With no images included, output each entry below exactly as it appears.

Dataset excerpts below:

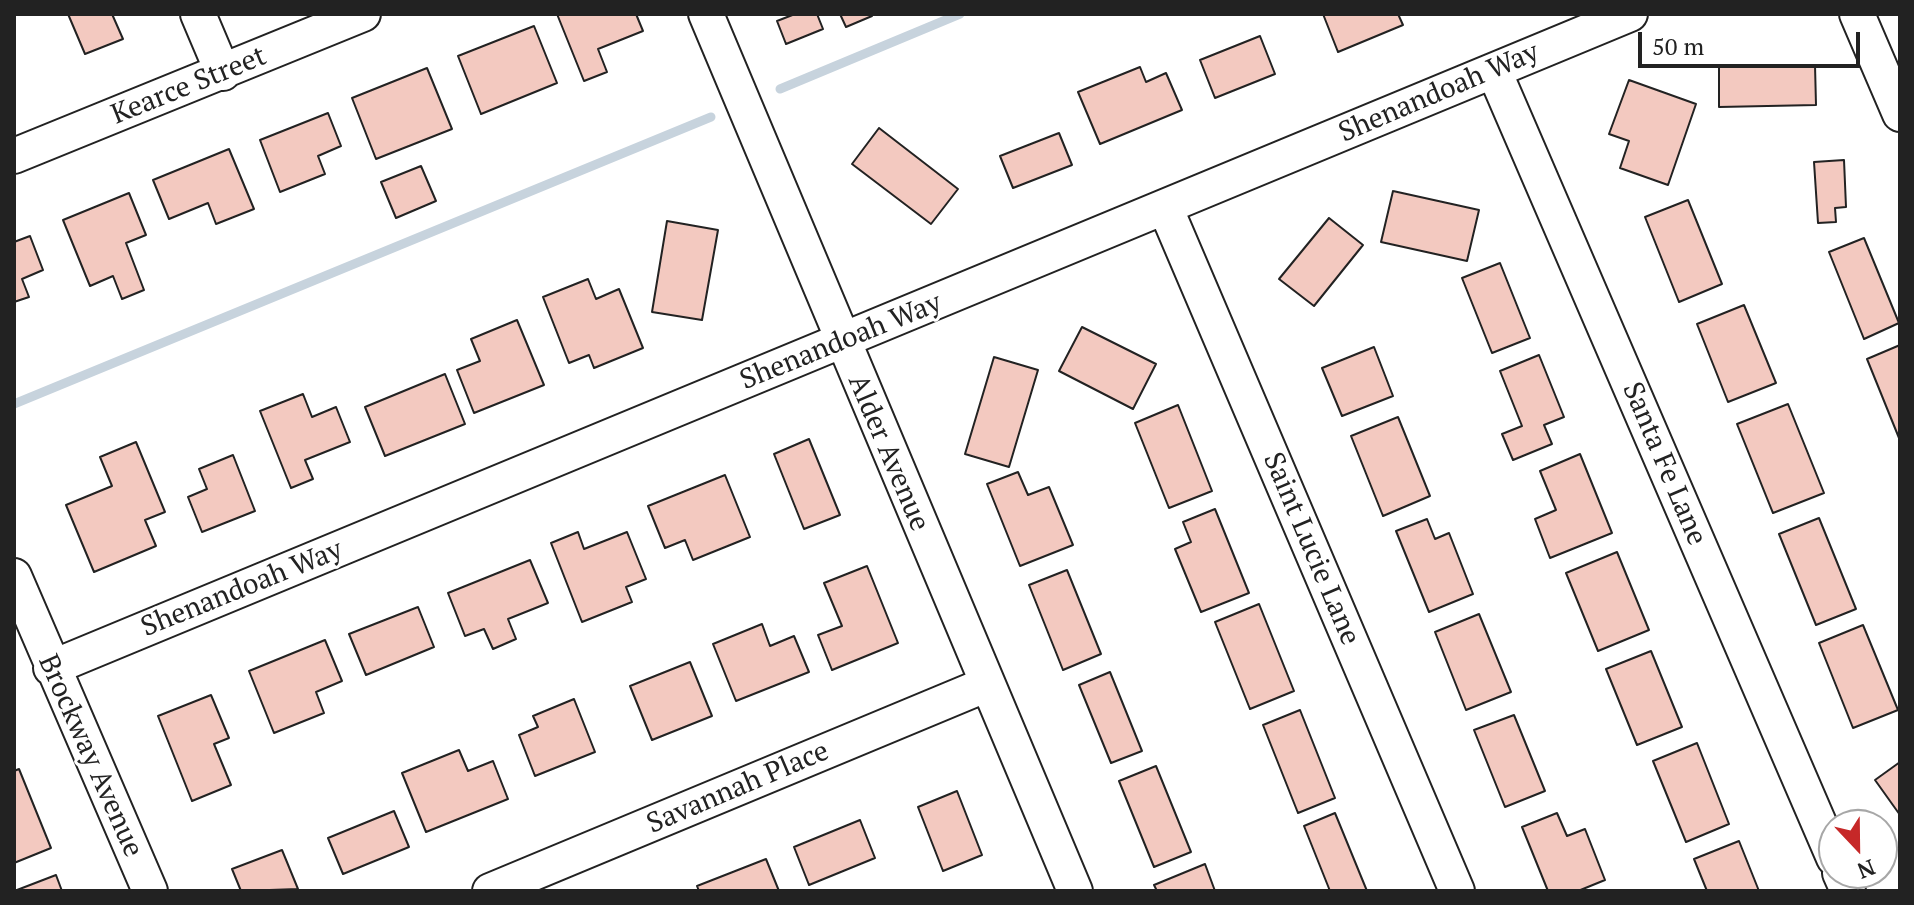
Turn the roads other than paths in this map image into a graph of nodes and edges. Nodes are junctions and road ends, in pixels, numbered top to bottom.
1 (198, 14) edge
2 (363, 14) edge
3 (706, 14) edge
4 (1630, 14) edge
5 (1857, 14) edge
6 (1494, 71) junction
7 (223, 73) junction
8 (1900, 114) edge
9 (14, 156) edge
10 (1165, 207) junction
11 (841, 342) junction
12 (14, 576) edge
13 (51, 668) junction
14 (985, 685) junction
15 (1818, 821) edge
16 (150, 891) edge
17 (490, 891) edge
18 (1075, 891) edge
19 (1457, 891) edge

1 - 7 street
2 - 7 street, Kearce Street
3 - 11 street, Alder Avenue
4 - 6 street, Shenandoah Way
5 - 8 street
6 - 10 street, Shenandoah Way
6 - 15 street, Santa Fe Lane
7 - 9 street, Kearce Street
10 - 11 street, Shenandoah Way
10 - 19 street, Saint Lucie Lane
11 - 13 street, Shenandoah Way
11 - 14 street, Alder Avenue
12 - 13 street, Brockway Avenue
13 - 16 street, Brockway Avenue
14 - 17 street, Savannah Place
14 - 18 street, Alder Avenue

End of Dataset excerpts.

_Answer box_
Turn the roads other than paths in this map image into a graph of nodes and edges. Nodes are junctions and road ends, in pixels, numbered top to bottom.
1 (198, 14) edge
2 (363, 14) edge
3 (706, 14) edge
4 (1630, 14) edge
5 (1857, 14) edge
6 (1494, 71) junction
7 (223, 73) junction
8 (1900, 114) edge
9 (14, 156) edge
10 (1165, 207) junction
11 (841, 342) junction
12 (14, 576) edge
13 (51, 668) junction
14 (985, 685) junction
15 (1818, 821) edge
16 (150, 891) edge
17 (490, 891) edge
18 (1075, 891) edge
19 (1457, 891) edge

1 - 7 street
2 - 7 street, Kearce Street
3 - 11 street, Alder Avenue
4 - 6 street, Shenandoah Way
5 - 8 street
6 - 10 street, Shenandoah Way
6 - 15 street, Santa Fe Lane
7 - 9 street, Kearce Street
10 - 11 street, Shenandoah Way
10 - 19 street, Saint Lucie Lane
11 - 13 street, Shenandoah Way
11 - 14 street, Alder Avenue
12 - 13 street, Brockway Avenue
13 - 16 street, Brockway Avenue
14 - 17 street, Savannah Place
14 - 18 street, Alder Avenue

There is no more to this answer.